THE TASK: Copy every line of the following data that includes the string "than".

Collected data entries:
........
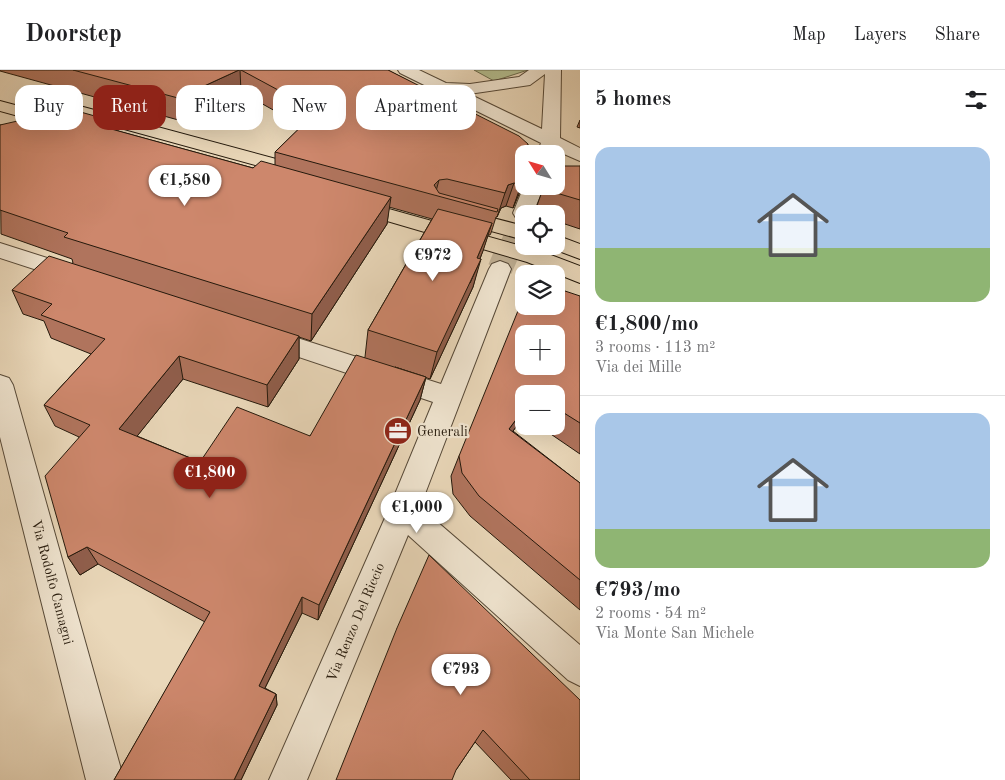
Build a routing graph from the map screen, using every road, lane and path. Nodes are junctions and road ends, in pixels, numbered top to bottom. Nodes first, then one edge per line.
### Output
1 (406, 70) edge
2 (540, 70) edge
3 (553, 70) edge
4 (436, 85) edge
5 (476, 88) edge
6 (0, 89) edge
7 (0, 106) edge
8 (476, 107) edge
9 (544, 145) edge
10 (549, 145) edge
11 (565, 152) edge
12 (580, 155) edge
13 (324, 178) edge
14 (352, 186) edge
15 (306, 192) edge
16 (390, 196) edge
17 (334, 200) edge
18 (438, 210) edge
19 (515, 231) edge
20 (565, 246) edge
21 (0, 250) edge
22 (580, 252) edge
23 (500, 269) tunnel mouth
24 (580, 275) edge
25 (94, 281) edge
26 (245, 330) edge
27 (0, 385) edge
28 (449, 397) junction
29 (403, 511) junction
30 (580, 668) edge
31 (105, 780) edge
32 (288, 780) edge

1 - 4 street
2 - 5 street
3 - 10 street
6 - 13 main road
7 - 15 main road
8 - 9 street
11 - 12 street
14 - 16 main road
17 - 24 main road
18 - 19 main road
20 - 22 main road
21 - 25 street
23 - 28 street, Via Renzo Del Riccio
26 - 28 street
27 - 31 street, Via Rodolfo Camagni
28 - 29 street, Via Renzo Del Riccio
29 - 30 street
29 - 32 street, Via Renzo Del Riccio

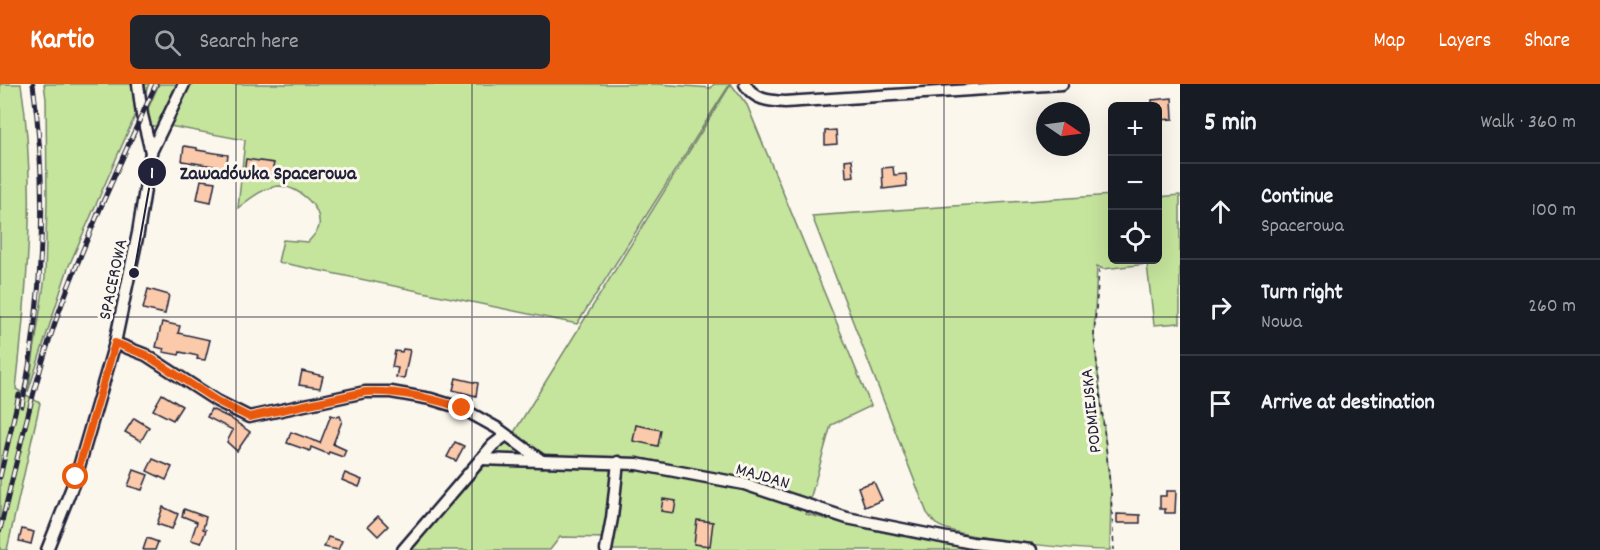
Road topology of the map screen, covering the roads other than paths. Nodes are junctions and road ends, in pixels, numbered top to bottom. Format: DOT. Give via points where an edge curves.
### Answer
graph roads {
  1 [pos="138,84"];
  2 [pos="184,84"];
  3 [pos="1062,84"];
  4 [pos="999,86"];
  5 [pos="747,88"];
  6 [pos="912,88"];
  7 [pos="151,152"];
  8 [pos="115,343"];
  9 [pos="507,435"];
  10 [pos="481,459"];
  11 [pos="542,461"];
  12 [pos="618,462"];
  13 [pos="47,550"];
  14 [pos="403,550"];
  15 [pos="606,550"];
  16 [pos="1032,550"];
  1 -- 7 [label="street"];
  2 -- 7 [label="street, SPACEROWA"];
  3 -- 4 [label="street"];
  4 -- 6 [label="street"];
  5 -- 6 [label="street" via="765,100 785,102"];
  7 -- 8 [label="street, SPACEROWA"];
  8 -- 9 [label="street" via="146,355 249,417 378,391 462,408"];
  8 -- 13 [label="street, SPACEROWA" via="76,477"];
  9 -- 10 [label="street"];
  9 -- 11 [label="street"];
  10 -- 11 [label="street, MAJDAN"];
  10 -- 14 [label="street"];
  11 -- 12 [label="street, MAJDAN"];
  12 -- 15 [label="street"];
  12 -- 16 [label="street, MAJDAN" via="744,484 847,518 972,543"];
}
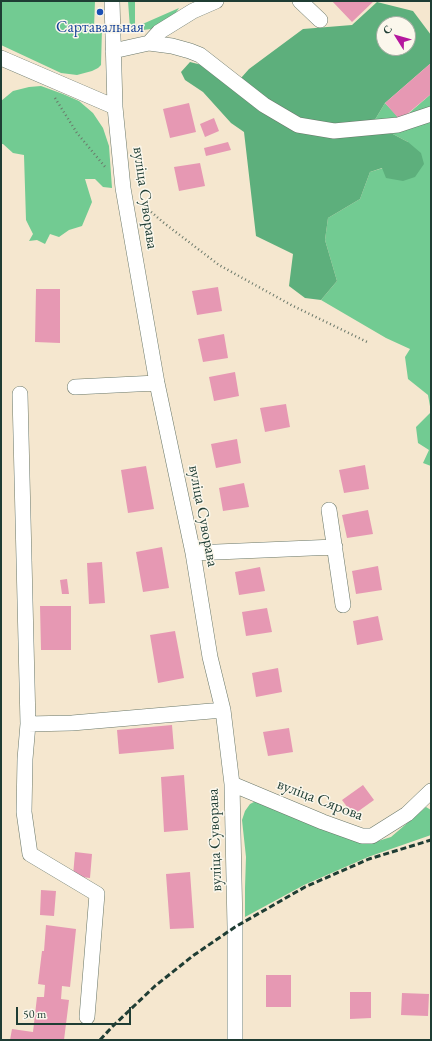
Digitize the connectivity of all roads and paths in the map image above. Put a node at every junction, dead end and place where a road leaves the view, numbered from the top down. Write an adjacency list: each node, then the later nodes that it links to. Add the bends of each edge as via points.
1 (112, 1): 6 (street, вуліца Суворава)
2 (216, 1): 5 (street, via 193,11 158,32)
3 (300, 1): 4 (street)
4 (320, 20)
5 (149, 43): 6 (street); 10 (street, via 190,50 200,55 264,105 298,125 334,131 398,125)
6 (113, 51): 9 (street, вуліца Суворава)
7 (1, 58): 8 (street)
8 (41, 75): 9 (street); 11 (path, via 77,133)
9 (115, 107): 14 (street, вуліца Суворава, via 123,188)
10 (431, 114)
11 (108, 170)
12 (141, 203): 13 (path, via 219,265 293,306)
13 (367, 342)
14 (157, 383): 15 (street); 19 (street, вуліца Суворава)
15 (75, 387)
16 (20, 394): 22 (street)
17 (329, 510): 18 (street)
18 (335, 547): 19 (street); 20 (street)
19 (193, 553): 21 (street, вуліца Суворава, via 210,657)
20 (343, 605)
21 (224, 710): 22 (street, via 72,723); 23 (street, вуліца Суворава)
22 (28, 724): 25 (street, via 24,812 30,854 97,894)
23 (232, 784): 24 (street, вуліца Сярова, via 362,836 372,836 407,814); 26 (street, вуліца Суворава)
24 (431, 791)
25 (87, 1017)
26 (235, 1040)

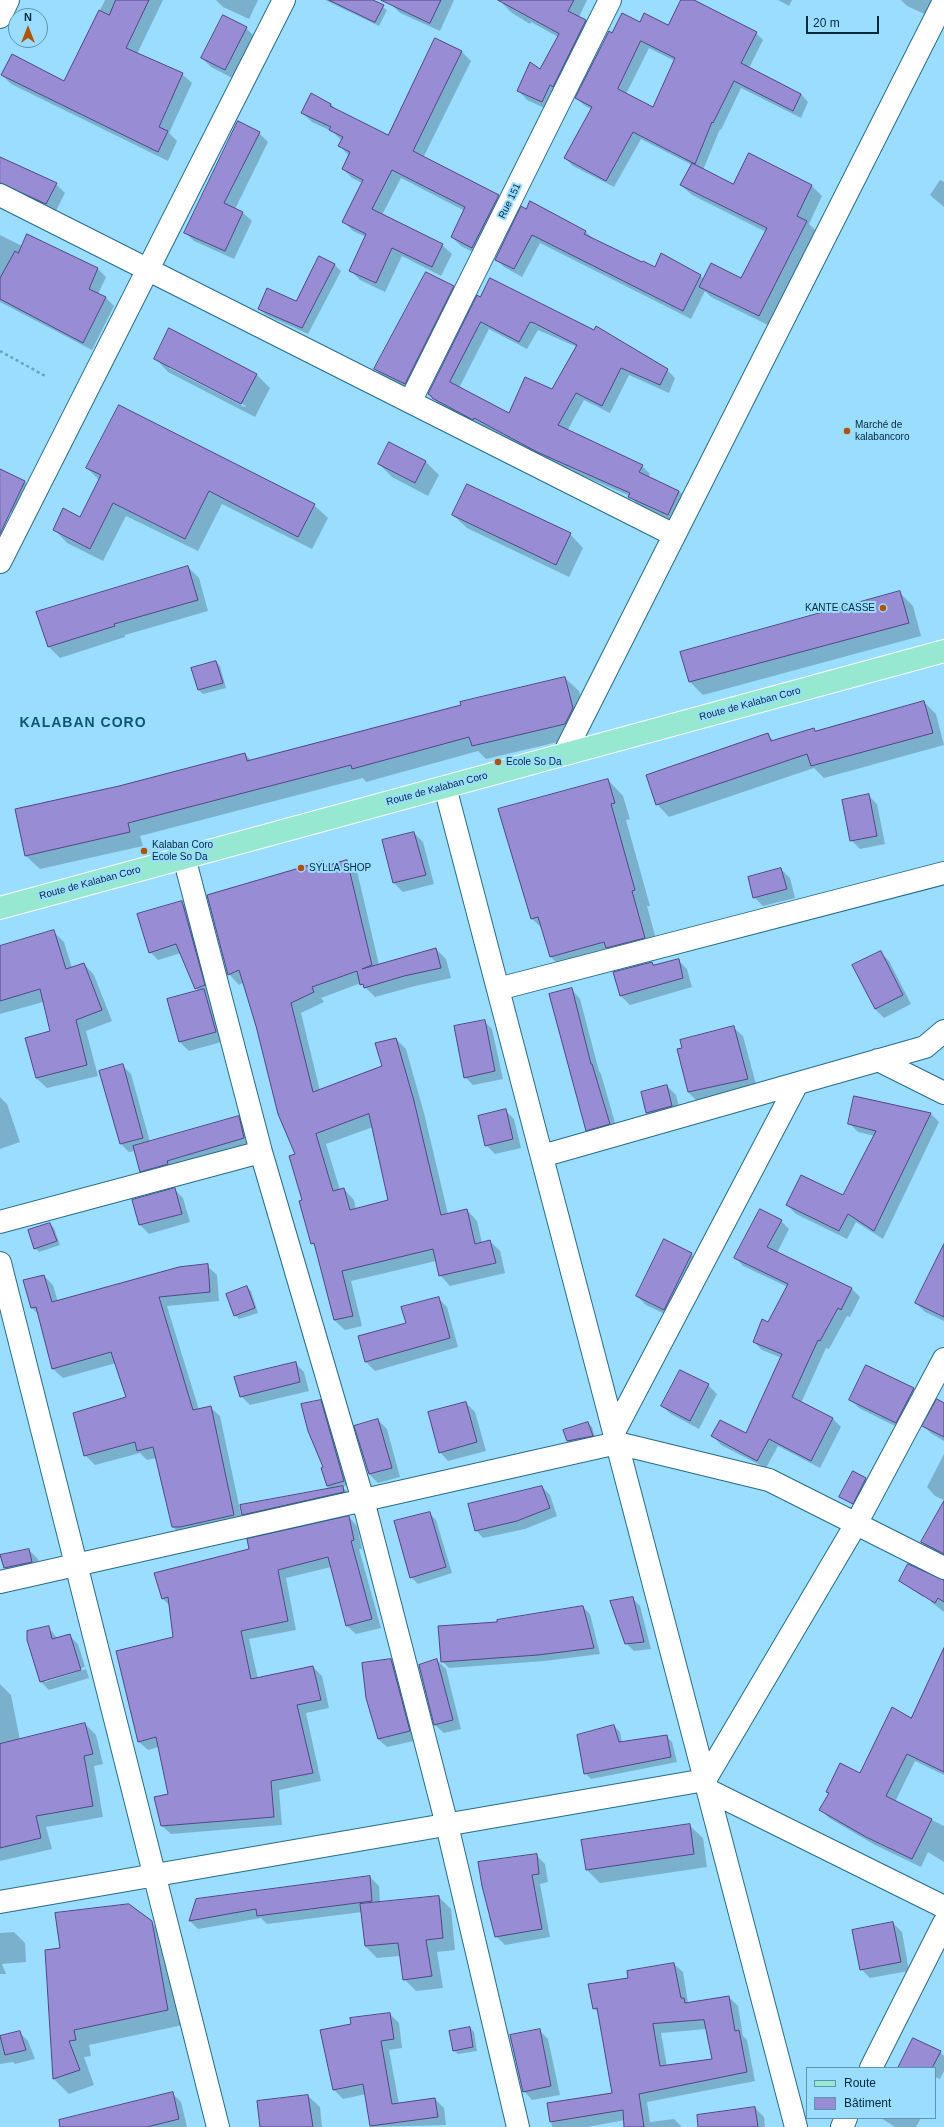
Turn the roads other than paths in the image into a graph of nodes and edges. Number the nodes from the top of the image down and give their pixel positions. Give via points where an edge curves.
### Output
1 (8, 0) edge
2 (284, 0) edge
3 (610, 0) edge
4 (944, 1) edge
5 (0, 17) edge
6 (0, 195) edge
7 (148, 270) junction
8 (410, 402) junction
9 (674, 535) junction
10 (0, 562) edge
11 (944, 651) edge
12 (564, 754) junction
13 (445, 787) junction
14 (184, 857) junction
15 (944, 873) edge
16 (0, 908) edge
17 (498, 989) junction
18 (944, 1031) edge
19 (878, 1060) junction
20 (797, 1084) junction
21 (944, 1093) edge
22 (262, 1152) junction
23 (542, 1156) junction
24 (0, 1222) edge
25 (0, 1263) edge
26 (944, 1359) edge
27 (615, 1437) junction
28 (363, 1500) junction
29 (856, 1524) junction
30 (76, 1565) junction
31 (944, 1568) edge
32 (0, 1582) edge
33 (706, 1785) junction
34 (447, 1825) junction
35 (154, 1875) junction
36 (0, 1902) edge
37 (944, 1907) edge
38 (944, 1923) edge
39 (872, 2067) edge
40 (218, 2127) edge
41 (518, 2127) edge
42 (796, 2127) edge

1 - 5 street
2 - 7 street
3 - 8 street, Rue 151
4 - 9 street
6 - 7 street
7 - 8 street
7 - 10 street
8 - 9 street
9 - 12 street
11 - 12 main road, Route de Kalaban Coro
12 - 13 main road, Route de Kalaban Coro
13 - 14 main road, Route de Kalaban Coro
13 - 17 street
14 - 16 main road, Route de Kalaban Coro
14 - 22 street
15 - 17 street
17 - 23 street
18 - 19 street via 925,1047
19 - 20 street
19 - 21 street
20 - 23 street
20 - 27 street
22 - 24 street
22 - 28 street
23 - 27 street
25 - 30 street
26 - 29 street
27 - 28 street
27 - 29 street via 769,1480
27 - 33 street
28 - 30 street
28 - 34 street
29 - 31 street
29 - 33 street
30 - 32 street
30 - 35 street
33 - 34 street
33 - 37 street
33 - 42 street
34 - 35 street
34 - 41 street
35 - 36 street
35 - 40 street
38 - 39 street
........
TASK OUTPUT:
Road topology of the map screen, covering the roads other than paths. Nodes are junctions and road ends, in pixels, numbered top to bottom. Format: DOT. Give via points where an edge curves.
Turn the roads other than paths in the image into a graph of nodes and edges. Number the nodes from the top of the image down and give their pixel positions. Give via points where an edge curves.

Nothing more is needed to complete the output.